Meşruiyetini şeri ve örfi yasalara dayandıran Osmanlı Devleti’nin yenilenme serüveni bizim ilk devir batılılaşma hikâyemizin özünü oluşturur. Genç Osmanlılar meseleleri birer Osmanlı gibi düşünüp yorumlamakta, örneğin istişarenin zaten Kur’an’da bulunduğunu söylemekteydiler. Ama “akıl”, biraz tereddütle de olsa Tanzimat’ın iş sahasına girmiş, Şinasi, münacatında “Vahdet-i zâtına aklımca şehâdet lâzım” deyivermişti. Kelimenin anlamı zamanla yerli yerine oturduysa da aslında daha bu ilk dönemden itibaren hem siyaset hem de düşünce öz itibariyle bir “sentez”in peşindeydi. Avrupa’dan sadece ilim ve fenlerin alınacağı fakat kendi inanç ve kültürümüzü koruyabileceğimiz bir yol bulunmaya çalışıyordu. Bu nasıl mümkün olacaktı? Tanzimat’tan sonraki yıllarda batılılaşmanın tonu arttıkça soru da Osmanlı – Türk kafasında çözüm bulunması gereken en mühim mesele haline geldi. İttihatçıların yönetime egemen olmaya başladıkları dönemlerde hiç değilse söylenişiyle biraz rahatlık veren bir formül bulunmuş gözüküyordu: Batının ilim ve maddi medeniyet unsurları alınacak ancak bizim harsımız (kültürümüz) de titizlikle korunacaktı. “İdeal sentez formülü” bulunmuştu…

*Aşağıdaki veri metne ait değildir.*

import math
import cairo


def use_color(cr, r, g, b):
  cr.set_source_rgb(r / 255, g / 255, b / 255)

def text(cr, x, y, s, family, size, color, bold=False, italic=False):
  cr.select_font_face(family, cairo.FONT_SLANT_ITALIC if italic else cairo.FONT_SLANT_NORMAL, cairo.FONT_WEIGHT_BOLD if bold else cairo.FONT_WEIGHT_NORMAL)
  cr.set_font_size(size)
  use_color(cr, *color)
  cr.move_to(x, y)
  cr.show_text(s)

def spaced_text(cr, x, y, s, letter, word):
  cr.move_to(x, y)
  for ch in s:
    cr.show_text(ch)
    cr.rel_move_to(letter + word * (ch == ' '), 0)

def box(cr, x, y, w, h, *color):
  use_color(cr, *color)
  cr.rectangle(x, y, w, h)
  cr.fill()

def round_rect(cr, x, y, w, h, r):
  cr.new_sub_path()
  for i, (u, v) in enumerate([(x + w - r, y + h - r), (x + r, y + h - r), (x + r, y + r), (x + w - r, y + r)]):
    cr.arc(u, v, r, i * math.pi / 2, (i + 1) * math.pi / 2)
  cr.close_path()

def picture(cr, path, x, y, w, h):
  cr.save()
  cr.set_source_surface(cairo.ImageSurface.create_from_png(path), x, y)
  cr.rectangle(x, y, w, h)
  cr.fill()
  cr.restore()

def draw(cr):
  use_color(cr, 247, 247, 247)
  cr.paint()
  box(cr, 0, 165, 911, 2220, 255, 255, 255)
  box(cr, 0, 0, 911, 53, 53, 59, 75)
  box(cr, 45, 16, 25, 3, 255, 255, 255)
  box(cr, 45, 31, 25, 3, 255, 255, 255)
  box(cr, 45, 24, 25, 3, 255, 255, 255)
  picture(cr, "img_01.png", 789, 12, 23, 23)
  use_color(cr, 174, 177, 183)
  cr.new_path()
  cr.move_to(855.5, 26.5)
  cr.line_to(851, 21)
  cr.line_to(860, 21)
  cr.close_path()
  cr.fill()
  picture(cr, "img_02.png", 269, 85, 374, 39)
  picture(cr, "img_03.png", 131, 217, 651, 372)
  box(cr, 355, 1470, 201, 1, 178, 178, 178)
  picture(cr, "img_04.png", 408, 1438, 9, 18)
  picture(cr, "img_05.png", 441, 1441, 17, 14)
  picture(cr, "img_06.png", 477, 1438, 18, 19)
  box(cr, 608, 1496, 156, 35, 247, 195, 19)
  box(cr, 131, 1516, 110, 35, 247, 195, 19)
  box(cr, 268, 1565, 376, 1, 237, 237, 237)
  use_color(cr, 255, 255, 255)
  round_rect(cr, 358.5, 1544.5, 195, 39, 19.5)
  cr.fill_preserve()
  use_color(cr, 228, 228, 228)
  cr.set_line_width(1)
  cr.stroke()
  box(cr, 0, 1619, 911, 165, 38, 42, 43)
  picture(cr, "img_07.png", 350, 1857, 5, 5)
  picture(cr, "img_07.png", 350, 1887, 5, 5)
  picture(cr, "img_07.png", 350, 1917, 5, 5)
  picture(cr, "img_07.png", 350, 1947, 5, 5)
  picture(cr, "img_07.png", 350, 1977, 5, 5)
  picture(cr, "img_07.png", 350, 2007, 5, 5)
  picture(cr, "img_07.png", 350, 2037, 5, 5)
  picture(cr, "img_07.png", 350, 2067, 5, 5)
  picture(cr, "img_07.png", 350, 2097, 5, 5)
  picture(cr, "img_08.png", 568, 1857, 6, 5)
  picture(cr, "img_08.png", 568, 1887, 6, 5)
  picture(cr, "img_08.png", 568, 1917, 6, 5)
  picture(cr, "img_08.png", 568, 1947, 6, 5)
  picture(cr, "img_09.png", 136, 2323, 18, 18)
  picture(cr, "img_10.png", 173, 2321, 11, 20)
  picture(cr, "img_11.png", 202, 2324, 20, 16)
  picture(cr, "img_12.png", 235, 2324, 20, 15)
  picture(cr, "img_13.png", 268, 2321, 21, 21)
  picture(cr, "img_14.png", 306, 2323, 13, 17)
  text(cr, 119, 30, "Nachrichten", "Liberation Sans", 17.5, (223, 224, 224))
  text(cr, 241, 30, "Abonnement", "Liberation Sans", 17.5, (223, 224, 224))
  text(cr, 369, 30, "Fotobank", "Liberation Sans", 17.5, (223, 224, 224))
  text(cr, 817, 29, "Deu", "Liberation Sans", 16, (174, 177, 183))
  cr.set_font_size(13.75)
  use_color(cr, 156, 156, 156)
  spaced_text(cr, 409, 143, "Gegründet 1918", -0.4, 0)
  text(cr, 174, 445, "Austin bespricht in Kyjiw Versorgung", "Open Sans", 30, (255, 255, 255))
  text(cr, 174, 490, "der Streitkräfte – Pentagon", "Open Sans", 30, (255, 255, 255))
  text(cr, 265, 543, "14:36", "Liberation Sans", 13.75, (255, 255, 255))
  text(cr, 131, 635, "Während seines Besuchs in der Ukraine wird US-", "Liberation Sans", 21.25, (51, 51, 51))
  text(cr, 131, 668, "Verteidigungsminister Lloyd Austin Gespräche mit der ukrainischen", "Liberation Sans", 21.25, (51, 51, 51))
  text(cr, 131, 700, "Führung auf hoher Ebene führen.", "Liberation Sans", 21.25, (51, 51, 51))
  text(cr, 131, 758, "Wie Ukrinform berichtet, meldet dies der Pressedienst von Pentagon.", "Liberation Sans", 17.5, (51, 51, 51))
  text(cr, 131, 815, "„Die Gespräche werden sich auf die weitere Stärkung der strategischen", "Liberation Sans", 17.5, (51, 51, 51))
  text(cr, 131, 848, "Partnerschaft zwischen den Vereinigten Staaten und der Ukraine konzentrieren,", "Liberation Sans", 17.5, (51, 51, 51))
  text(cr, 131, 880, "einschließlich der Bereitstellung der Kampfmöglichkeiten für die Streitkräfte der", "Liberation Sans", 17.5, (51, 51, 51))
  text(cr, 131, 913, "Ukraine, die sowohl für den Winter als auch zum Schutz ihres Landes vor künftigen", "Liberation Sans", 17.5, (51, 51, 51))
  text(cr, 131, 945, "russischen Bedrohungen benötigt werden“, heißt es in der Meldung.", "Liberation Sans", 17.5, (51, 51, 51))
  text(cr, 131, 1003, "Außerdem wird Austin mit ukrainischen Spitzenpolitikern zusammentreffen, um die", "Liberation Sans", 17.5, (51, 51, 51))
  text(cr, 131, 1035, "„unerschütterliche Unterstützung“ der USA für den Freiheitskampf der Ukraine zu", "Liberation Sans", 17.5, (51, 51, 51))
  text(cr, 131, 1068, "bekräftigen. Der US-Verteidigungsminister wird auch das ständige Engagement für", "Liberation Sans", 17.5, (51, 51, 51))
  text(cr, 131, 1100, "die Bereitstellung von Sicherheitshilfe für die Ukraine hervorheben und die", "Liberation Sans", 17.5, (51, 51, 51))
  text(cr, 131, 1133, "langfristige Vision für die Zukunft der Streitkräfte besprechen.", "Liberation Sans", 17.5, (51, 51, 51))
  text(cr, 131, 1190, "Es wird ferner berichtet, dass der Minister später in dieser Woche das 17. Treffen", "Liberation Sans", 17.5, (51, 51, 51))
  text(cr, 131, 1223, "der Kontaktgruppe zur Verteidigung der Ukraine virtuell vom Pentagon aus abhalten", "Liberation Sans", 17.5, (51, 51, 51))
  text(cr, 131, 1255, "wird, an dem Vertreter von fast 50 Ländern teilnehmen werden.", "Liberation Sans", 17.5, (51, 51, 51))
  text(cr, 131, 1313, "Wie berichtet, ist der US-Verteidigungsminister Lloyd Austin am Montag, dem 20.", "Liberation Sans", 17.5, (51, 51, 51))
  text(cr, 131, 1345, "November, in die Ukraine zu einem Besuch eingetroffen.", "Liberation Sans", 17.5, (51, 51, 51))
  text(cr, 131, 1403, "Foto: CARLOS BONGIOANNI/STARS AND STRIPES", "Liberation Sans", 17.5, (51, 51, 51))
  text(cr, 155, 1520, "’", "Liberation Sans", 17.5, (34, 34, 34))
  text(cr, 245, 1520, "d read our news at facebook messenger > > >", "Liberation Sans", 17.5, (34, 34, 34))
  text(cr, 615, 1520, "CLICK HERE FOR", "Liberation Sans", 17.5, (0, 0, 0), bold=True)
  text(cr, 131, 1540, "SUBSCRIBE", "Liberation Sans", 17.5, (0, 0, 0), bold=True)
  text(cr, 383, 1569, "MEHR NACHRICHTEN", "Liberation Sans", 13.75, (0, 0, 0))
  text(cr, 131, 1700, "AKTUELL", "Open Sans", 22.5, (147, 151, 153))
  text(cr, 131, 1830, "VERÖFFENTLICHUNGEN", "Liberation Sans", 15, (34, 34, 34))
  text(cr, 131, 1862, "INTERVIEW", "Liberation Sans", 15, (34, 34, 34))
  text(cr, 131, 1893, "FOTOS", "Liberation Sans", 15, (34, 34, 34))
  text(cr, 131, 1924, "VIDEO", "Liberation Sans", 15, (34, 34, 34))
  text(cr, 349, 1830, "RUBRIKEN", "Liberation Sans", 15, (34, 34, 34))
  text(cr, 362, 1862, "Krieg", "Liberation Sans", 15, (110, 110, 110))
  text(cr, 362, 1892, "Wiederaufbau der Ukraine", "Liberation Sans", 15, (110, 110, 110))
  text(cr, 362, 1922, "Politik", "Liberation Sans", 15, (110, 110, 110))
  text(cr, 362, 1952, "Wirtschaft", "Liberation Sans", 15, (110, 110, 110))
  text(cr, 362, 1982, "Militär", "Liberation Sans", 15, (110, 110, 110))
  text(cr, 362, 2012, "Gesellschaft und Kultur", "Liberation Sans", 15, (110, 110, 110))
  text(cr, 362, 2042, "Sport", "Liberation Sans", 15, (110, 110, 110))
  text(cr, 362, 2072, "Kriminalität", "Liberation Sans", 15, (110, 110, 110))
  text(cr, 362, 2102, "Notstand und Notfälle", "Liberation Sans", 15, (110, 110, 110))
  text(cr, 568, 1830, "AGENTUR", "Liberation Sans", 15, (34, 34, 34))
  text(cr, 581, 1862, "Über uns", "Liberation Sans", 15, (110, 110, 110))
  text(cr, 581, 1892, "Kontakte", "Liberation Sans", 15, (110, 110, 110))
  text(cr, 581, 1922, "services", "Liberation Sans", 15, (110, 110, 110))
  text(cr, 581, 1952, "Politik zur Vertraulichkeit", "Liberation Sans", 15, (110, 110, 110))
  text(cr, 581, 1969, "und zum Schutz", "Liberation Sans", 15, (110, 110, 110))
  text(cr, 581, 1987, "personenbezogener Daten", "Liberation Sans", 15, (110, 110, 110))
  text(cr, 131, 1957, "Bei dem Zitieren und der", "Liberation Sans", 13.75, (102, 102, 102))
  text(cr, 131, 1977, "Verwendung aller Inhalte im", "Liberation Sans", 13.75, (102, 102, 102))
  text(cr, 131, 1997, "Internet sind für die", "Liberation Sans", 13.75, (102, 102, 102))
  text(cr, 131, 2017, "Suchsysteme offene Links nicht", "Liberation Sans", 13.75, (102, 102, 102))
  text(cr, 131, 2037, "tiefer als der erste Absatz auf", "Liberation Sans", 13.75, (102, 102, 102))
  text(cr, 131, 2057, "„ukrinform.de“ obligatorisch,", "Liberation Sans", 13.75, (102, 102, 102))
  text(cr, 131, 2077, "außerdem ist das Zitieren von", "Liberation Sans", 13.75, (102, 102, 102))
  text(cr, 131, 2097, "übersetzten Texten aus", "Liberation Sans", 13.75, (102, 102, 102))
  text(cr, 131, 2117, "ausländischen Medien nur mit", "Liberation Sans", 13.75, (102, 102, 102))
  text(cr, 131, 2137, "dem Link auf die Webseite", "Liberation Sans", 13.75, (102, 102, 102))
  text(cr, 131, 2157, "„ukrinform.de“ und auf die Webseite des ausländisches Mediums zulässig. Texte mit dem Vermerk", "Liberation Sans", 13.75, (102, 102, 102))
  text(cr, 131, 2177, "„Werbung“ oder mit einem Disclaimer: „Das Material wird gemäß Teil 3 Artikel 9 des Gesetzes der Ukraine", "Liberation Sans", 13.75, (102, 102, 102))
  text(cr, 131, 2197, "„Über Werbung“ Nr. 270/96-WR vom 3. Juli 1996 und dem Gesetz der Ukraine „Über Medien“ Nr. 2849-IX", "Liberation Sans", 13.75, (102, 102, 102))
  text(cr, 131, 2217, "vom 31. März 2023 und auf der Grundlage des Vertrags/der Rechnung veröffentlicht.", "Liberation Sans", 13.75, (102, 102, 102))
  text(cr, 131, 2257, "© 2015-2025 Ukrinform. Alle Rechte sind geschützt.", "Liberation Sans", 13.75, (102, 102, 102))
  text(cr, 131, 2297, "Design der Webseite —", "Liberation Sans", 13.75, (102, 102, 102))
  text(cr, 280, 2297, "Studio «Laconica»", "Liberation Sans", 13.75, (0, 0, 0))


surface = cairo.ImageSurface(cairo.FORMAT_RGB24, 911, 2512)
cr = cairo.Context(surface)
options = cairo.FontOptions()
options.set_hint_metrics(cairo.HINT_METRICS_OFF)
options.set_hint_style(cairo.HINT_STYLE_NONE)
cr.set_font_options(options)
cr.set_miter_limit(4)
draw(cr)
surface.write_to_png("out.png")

Modern Türk düşünce tarihinin tek ciddi düşünürü olan Ziya Gökalp, bu formülü bir forma da oturtmuştu: “Türkleşmek, İslamlaşmak, Muasırlaşmak.” Ziya Gökalp meseleyi çözmüş müydü yoksa bir “Türk teslisi” inşa ederek daha da karışık bir hale mi getirmişti, muamma! Ama her hâlükârda Osmanlı – Batı ilişkisi üzerine inşa edilen iki ayaklı binayı üçe çıkarmış, sentezlenecek umdeleri çoğaltmıştı. Gökalp’in bu çabasının, İmparatorluğun ulus devletlere bölünme aşamasında kendi milli devletimize bir zemin hazırladığını ya da ona bir giysi olarak düşünüldüğünü görebiliyoruz. Cumhuriyet idaresi, Gökalp’in teslisindeki umdelerden birini atarak, meseleyi “Türkleşmek – Muasırlaşmak” zeminine çekmiş, ilkini “ulus” olarak inşaya ikincisini de eğitim, mimari vb. yollarla transfere odaklanmıştı. Ama her ikisi de batının aynasına bakarak şekillendirildiği için, ortada senteze dâhil edecek bizden bir mamul kalmamış görünüyordu. Bu bilindiği için halk edebiyatına, hece veznine yönelindi; yeni bir tarih görüşü devreye sokulmaya çalışıldı, Anadolu’da “İslamsız” efsaneler arandı vs. Tablo tuhaftı: Hümanist Yunus, Hititler, kadim Ege ve Batı sentezlenmiş, Türkün elinde yepyeni bir insanlık teklifi haline getirilmişti. Bu döneme çığırından çıkmış sentezleme dönemi demek mümkündür!..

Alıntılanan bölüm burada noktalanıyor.